Copy each line below in which the string "nodes" appears.

Given entries: Begin

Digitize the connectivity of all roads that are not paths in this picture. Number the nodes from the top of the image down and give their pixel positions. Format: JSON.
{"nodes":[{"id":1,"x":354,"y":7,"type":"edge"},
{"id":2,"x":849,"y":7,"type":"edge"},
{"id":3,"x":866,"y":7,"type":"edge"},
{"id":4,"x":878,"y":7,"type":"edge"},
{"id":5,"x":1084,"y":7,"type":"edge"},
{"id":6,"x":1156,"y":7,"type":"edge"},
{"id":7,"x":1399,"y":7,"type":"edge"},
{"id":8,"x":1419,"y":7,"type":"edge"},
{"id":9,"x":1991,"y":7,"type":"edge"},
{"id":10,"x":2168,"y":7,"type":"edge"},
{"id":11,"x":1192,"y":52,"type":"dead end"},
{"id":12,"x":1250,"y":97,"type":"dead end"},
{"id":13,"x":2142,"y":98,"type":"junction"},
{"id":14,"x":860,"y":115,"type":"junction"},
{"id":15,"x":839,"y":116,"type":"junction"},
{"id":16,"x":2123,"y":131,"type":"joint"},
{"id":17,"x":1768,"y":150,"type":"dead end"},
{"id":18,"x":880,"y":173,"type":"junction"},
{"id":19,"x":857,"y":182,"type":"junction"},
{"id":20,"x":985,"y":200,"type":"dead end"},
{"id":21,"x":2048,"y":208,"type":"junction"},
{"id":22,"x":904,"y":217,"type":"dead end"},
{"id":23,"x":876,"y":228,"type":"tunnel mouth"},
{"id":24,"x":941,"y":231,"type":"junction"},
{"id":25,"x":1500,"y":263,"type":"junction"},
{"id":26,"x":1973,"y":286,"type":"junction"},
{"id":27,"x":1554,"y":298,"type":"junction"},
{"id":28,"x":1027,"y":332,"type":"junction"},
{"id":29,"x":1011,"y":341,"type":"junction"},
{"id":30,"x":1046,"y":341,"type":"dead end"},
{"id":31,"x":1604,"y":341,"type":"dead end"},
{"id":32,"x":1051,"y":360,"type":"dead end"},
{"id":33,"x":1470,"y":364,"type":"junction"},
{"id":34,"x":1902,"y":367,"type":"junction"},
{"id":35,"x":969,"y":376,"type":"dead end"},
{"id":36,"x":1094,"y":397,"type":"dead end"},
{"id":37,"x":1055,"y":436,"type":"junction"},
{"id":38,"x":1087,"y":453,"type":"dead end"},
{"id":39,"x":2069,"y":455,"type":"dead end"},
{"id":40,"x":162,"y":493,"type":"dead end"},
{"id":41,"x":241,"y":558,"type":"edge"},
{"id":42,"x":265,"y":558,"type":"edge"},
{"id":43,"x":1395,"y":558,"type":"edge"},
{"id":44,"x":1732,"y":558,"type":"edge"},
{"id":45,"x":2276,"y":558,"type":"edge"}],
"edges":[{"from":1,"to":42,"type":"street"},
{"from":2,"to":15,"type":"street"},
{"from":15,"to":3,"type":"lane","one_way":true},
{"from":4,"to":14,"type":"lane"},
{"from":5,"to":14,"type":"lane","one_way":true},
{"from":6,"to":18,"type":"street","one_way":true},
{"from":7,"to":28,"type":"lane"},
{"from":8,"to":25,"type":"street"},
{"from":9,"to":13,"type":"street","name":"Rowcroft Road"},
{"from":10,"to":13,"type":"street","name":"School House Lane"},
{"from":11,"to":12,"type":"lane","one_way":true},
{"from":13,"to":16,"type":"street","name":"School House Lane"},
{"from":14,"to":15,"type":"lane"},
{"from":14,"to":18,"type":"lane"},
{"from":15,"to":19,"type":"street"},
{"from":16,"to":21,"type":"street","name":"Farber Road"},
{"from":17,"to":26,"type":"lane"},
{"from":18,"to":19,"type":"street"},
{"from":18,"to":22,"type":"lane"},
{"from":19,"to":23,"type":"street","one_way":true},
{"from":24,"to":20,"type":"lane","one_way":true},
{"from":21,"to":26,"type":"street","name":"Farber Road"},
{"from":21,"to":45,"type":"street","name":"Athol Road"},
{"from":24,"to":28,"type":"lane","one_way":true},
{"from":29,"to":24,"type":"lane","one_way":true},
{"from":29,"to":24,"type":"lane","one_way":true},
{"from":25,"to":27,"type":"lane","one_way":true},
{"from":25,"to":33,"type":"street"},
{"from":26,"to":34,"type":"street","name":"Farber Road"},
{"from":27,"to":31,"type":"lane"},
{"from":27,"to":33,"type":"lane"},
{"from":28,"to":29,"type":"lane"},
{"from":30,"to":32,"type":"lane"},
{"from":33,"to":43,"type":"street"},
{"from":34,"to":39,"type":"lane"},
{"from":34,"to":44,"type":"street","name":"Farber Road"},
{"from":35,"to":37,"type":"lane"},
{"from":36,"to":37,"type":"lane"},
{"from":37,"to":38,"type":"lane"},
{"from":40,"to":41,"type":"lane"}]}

Given entries: End

• Answer:
Digitize the connectivity of all roads that are not paths in this picture. Number the nodes from the top of the image down and give their pixel positions. Format: JSON.
{"nodes":[{"id":1,"x":354,"y":7,"type":"edge"},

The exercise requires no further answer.